DOS Provides Additional Guidance on Presidential Proclamation Suspending H-1, L-1, and J-1 Visa Issu
The Department of State (DOS) has recently provided additional guidance on its interpretation of Presidential Proclamation 10052. As previously reported, this Proclamation suspended visa issuance of new H-1, L-1 and certain J-1s through the end of the year. This new guidance is summarized below:
Through a DOS Twitter account, the Department recently announced that persons who were physically present in the United States on the effective date of the Proclamation, June 24th, would not be subject to the visa suspension if they later depart the country and apply for a new visa in H, L or J status. Guidance on the website of many U.S. consular posts have also been updated to reflect this interpretation.
The DOS appears to have created a blanket “national interest” exemption to both the temporary and permanent visa suspension for spouses and children who are “following to join” a principal applicant already in the United States. This would presumably apply to spouses and children who are outside of the United States, do not already have a dependent H, L or J visa, and are seeking to apply for a new visa to join the principal who is already in the United States in H-1, L-1 or J-1 status.

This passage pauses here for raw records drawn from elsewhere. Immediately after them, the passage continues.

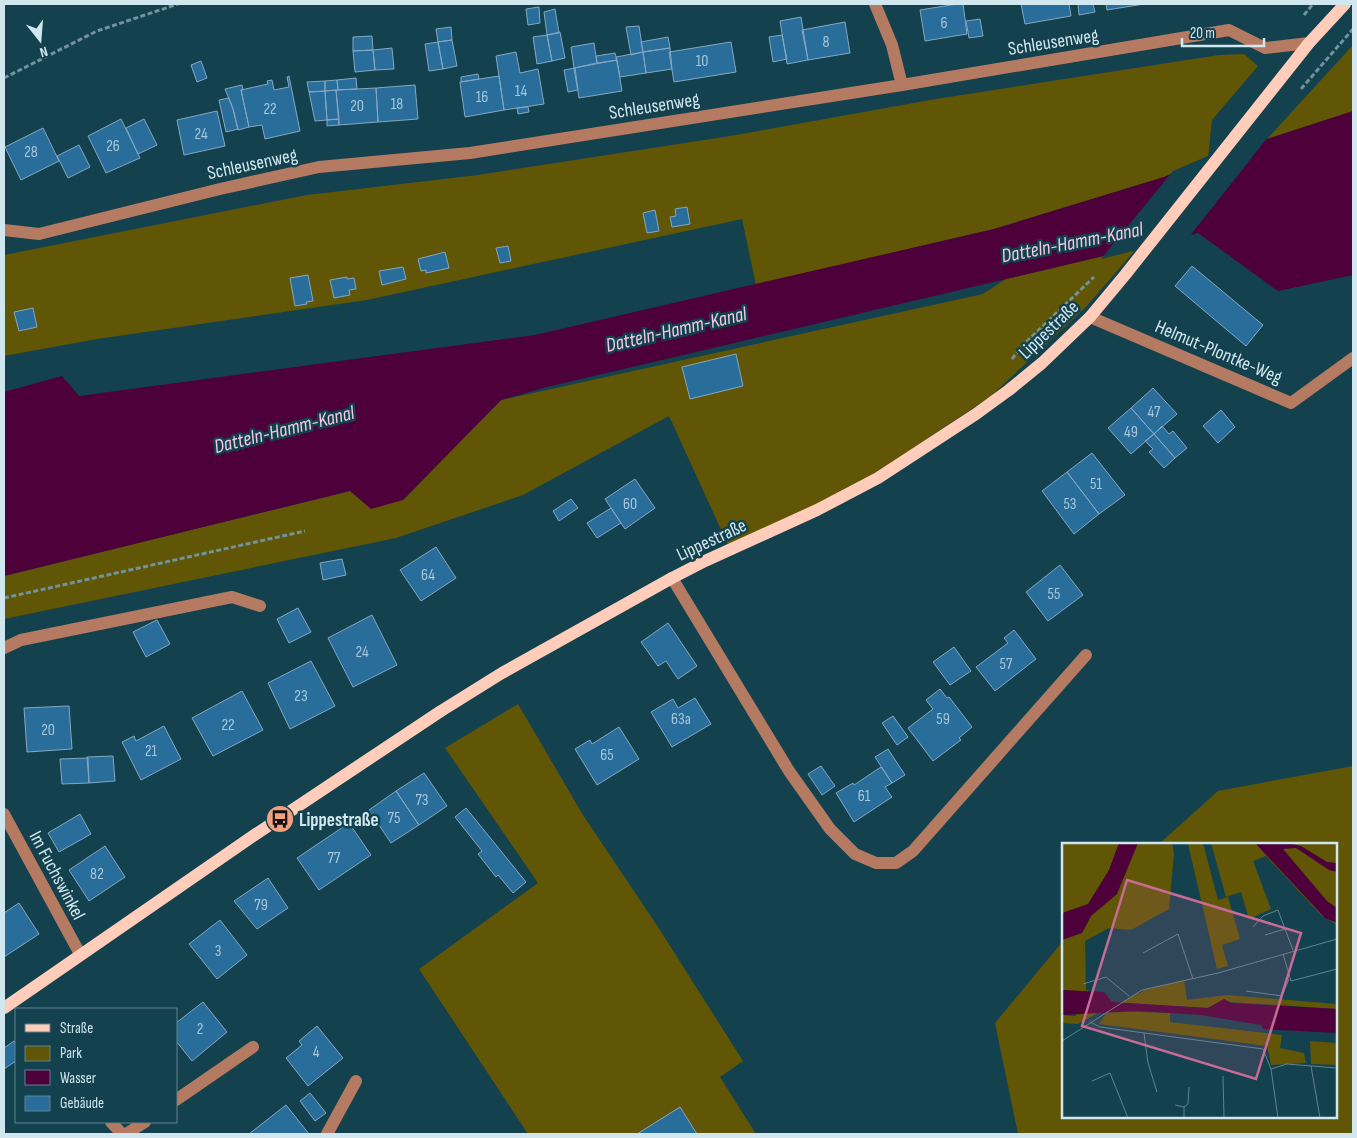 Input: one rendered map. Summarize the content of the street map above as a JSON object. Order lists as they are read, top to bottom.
{
  "streets": {
    "main road": ["Lippestraße"],
    "street": ["Schleusenweg", "Helmut-Plontke-Weg", "Im Fuchswinkel"]
  },
  "crossings": [
    ["Schleusenweg", "Lippestraße"],
    ["Lippestraße", "Helmut-Plontke-Weg"],
    ["Lippestraße", "Im Fuchswinkel"]
  ],
  "water": ["Datteln-Hamm-Kanal"],
  "places": {
    "bus stop": ["Lippestraße"]
  },
  "house_numbers": [
    "6",
    "8",
    "10",
    "14",
    "16",
    "18",
    "20",
    "22",
    "24",
    "26",
    "28",
    "47",
    "49",
    "51",
    "60",
    "53",
    "64",
    "55",
    "24",
    "57",
    "23",
    "63a",
    "59",
    "22",
    "20",
    "21",
    "65",
    "61",
    "73",
    "75",
    "77",
    "82",
    "79",
    "3",
    "2",
    "4"
  ],
  "legend": [
    "Straße",
    "Park",
    "Wasser",
    "Gebäude"
  ],
  "scale_bar": "20 m",
  "north": "bottom"
} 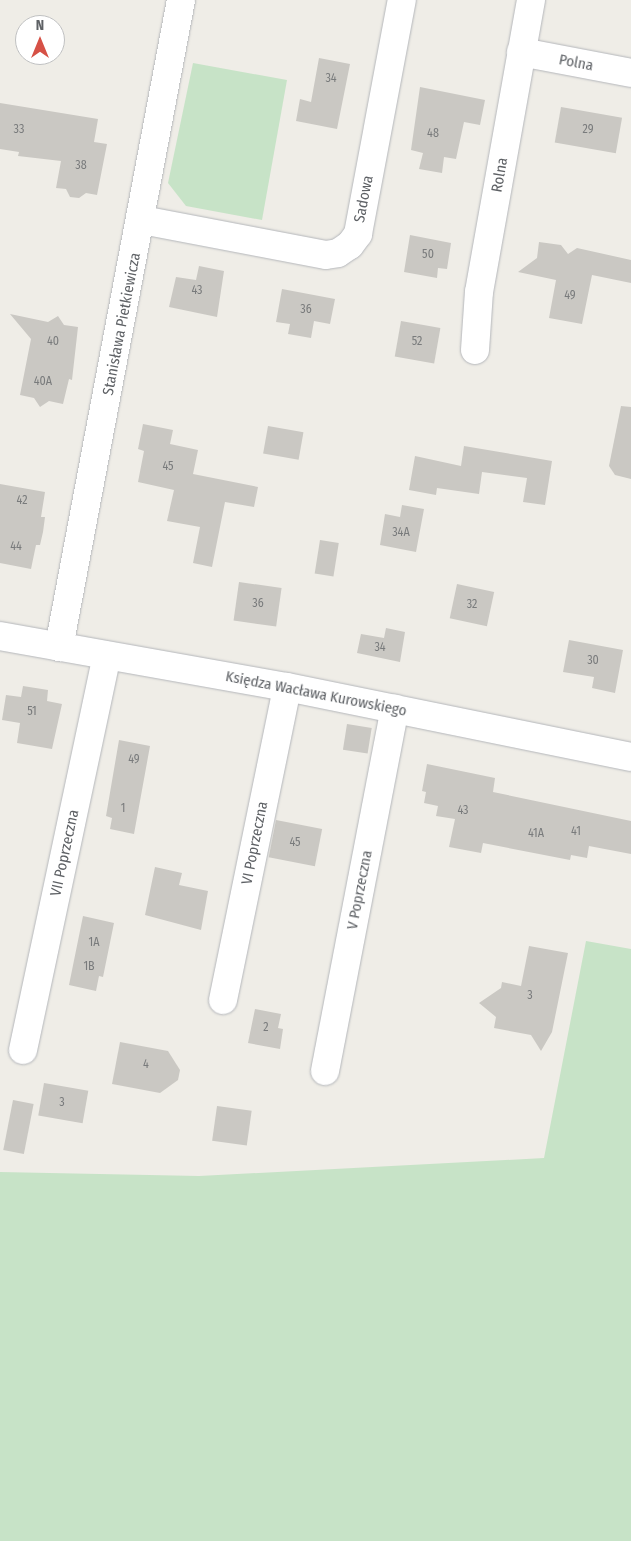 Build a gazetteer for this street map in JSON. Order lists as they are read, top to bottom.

While these announcements from the Department of State appear favorable, we continue to advise persons who are present in the United States in H-1, L-1 or J-1 status, including family members in dependent status, to avoid departing the United States at the present time. In case of unavoidable international travel, we recommend contacting our office before finalizing travel plans. We note that most U.S. embassies and consulates are still closed for routine visa processing for H-1, L-1 and J-1 classifications. We will not know for certain how the U.S. consulates or embassies abroad will actually apply the restrictions of the Proclamation in practice, until these services are resumed. The Trump administration may also impose new restrictions in the future, which would prevent foreign nationals who leave the country from reentering.